Mon fils fumait 5 cigarettes au début il en est à bien plus.je lui avais dit arrête toi le plus tôt possible et il avait essayé les nicopatch la cigarette électronique mais ça lui a pas plu
Mon mari lui fume que cigare et pipe et il fume peu
En parlant de vous et en lui disant que j allais lui montrer vos articles il a dévié la conversation d une personne qui fumait la pipe et le cigare et qui est mort vieux et pas de ça ! Tous le même discours
Et comme je vous dis avec une mère ou femme (moi) a qui on a enlevé un lobe de poumon alors qu elle n a jamais fumé finalement ça ne les incite pas a arrêter
Apres c est de leur responsabilité….
Mais c est bien dommage
En tout cas votre témoignage est important pour aussi donner espoir à ceux qui sont dans le combat
8 juillet 2019
Oui hélas nous fumeurs avons tous le même discours.

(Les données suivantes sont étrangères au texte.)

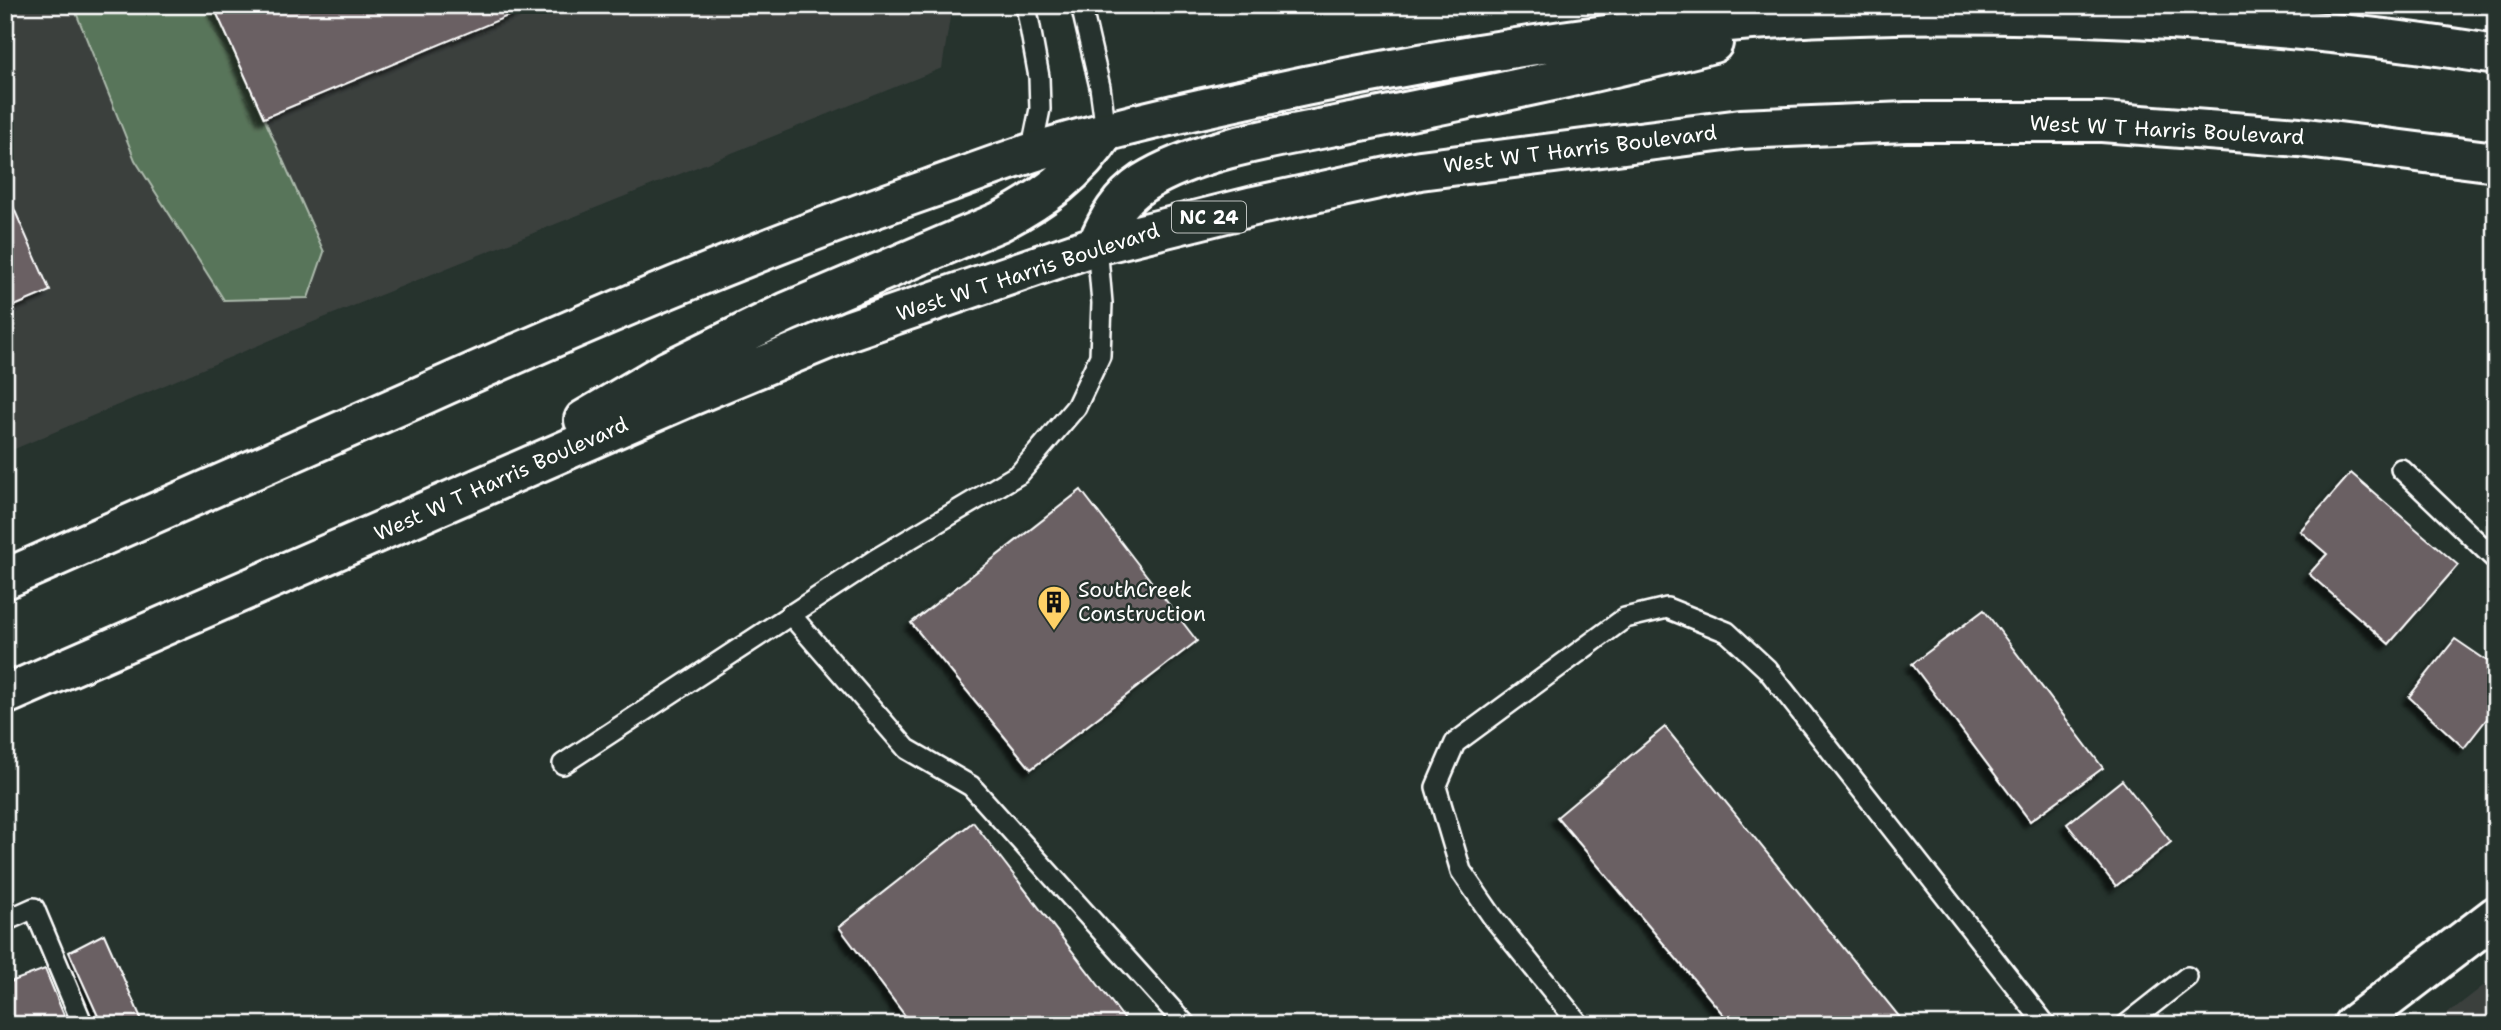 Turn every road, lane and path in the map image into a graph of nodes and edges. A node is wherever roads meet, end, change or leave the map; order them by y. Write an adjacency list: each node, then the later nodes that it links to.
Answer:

« Je m’arrête quand je veux ! » ou encore « Je ne fume pas beaucoup ! » ou même pire « mourir de ça ou d’autre chose ! »
et puis on continue jusqu’au jour où cela nous tombe dessus. Ce jour là, on comprend. Plus on avance dans les traitements et plus on comprend à quel point l’on a été bête et faible face à la cigarette.
Oui votre mari a raison, il y a des gens qui fument toute leur vie et meurent vieux sans jamais développer de cancer du poumon ou d’un autre organe ou encore d’infarctus. Mais votre mari serait bien le premier à pouvoir dire qu’il est sûre d’être immunisé contre tout ça. Il est donc comme tout les fumeurs, il aime jouer à la roulette russe. Prêt à risquer sa vie pour un si petit plaisir, si tant est que s’envoyer de la fumée dans les poumons en soit vraiment un.
Un drôle de plaisir dans lequel je me suis laissé embarquer moi aussi et qui m’a conduit aux portes de la mort. Cette mort qui depuis mon plus jeune age m’intrigue, me questionne et me passionne, mais que je ne souhaitais pas expérimenter si tôt.
Mes prières ont été exaucées, on m’accorde plus de temps avec mes enfants. Combien je ne sais pas, la rechute, un autre cancer, ou même un infarctus peuvent arriver n’importe quand.
C’est pour cela qu’aujourd’hui je vis le moment présent.